Data for this exercise >>
"""

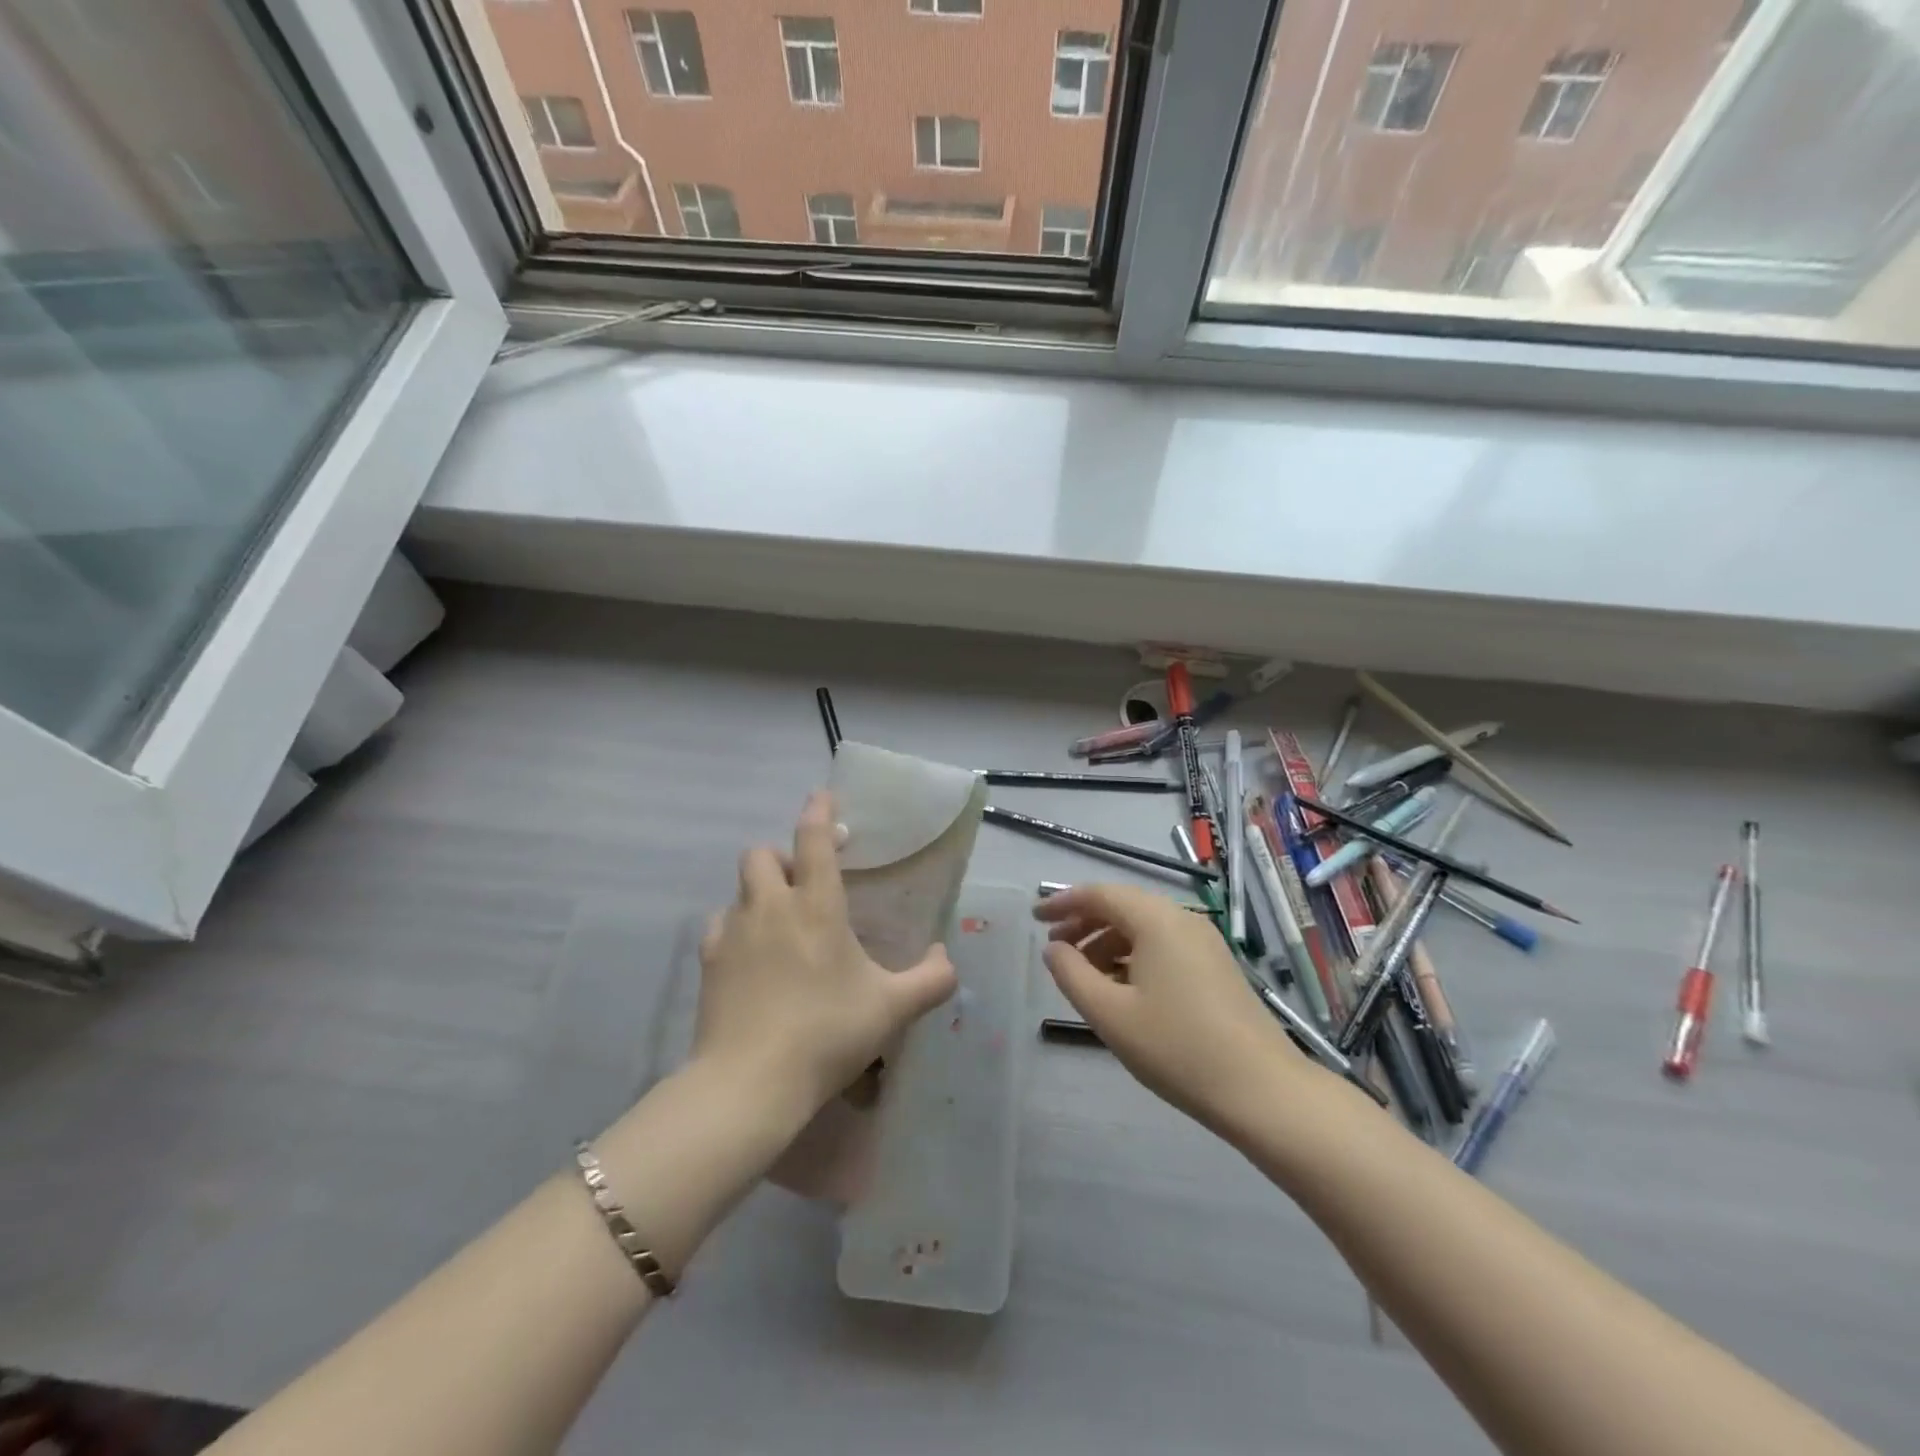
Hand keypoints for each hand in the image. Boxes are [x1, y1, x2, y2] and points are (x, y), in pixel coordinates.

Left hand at [695, 791, 957, 1111]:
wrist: (750, 1083)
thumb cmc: (827, 1034)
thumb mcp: (893, 1009)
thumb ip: (931, 980)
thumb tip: (945, 957)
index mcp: (816, 906)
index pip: (814, 840)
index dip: (820, 812)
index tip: (825, 797)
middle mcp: (770, 907)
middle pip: (762, 854)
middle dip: (783, 857)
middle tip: (806, 884)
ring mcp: (733, 932)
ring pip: (740, 889)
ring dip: (760, 893)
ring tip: (780, 925)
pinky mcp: (708, 962)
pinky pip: (721, 925)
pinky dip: (737, 928)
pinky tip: (752, 957)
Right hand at [1036, 884, 1294, 1131]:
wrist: (1263, 1090)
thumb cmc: (1177, 1048)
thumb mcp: (1110, 1014)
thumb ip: (1072, 975)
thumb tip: (1053, 949)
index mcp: (1156, 920)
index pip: (1099, 894)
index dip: (1062, 902)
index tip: (1034, 918)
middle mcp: (1182, 919)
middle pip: (1123, 907)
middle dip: (1084, 923)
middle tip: (1054, 949)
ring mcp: (1204, 942)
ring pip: (1144, 928)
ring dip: (1107, 943)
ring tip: (1083, 976)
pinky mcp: (1216, 967)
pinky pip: (1164, 946)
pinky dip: (1133, 957)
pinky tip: (1122, 990)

"""

Print, exactly as written, the lines above from the first one to the one containing "middle mcp: (1182, 919)". Leave out pictures.

Hand keypoints for each hand in the image. Boxes are [x1, y1, x2, y2] and points are (x, y), in pixel coordinates.

Left hand at [695, 791, 957, 1111]:
wrist: (750, 1083)
thumb cmc: (827, 1034)
thumb mcp: (893, 1009)
thumb ip: (931, 980)
thumb tip: (945, 957)
index mcp: (816, 906)
index pip: (814, 840)
index dip: (820, 812)
index tip: (825, 797)
middle mcp: (770, 907)
middle pip: (762, 854)
middle dip: (783, 857)
middle tip: (806, 884)
ring mcp: (733, 932)
ring pip: (740, 889)
ring dip: (760, 893)
ring tip: (780, 925)
pinky mcp: (708, 962)
pinky pip: (721, 925)
pinky dip: (737, 928)
pinky tip: (752, 957)
Right hand at [1036, 884, 1294, 1131]:
wrist: (1263, 1090)
thumb cmc: (1177, 1048)
thumb mcp: (1110, 1014)
thumb ip: (1072, 975)
thumb tip: (1053, 949)
index mcp: (1156, 920)
index pip: (1099, 894)
index dip: (1062, 902)
index tip: (1034, 918)
middle mcp: (1182, 919)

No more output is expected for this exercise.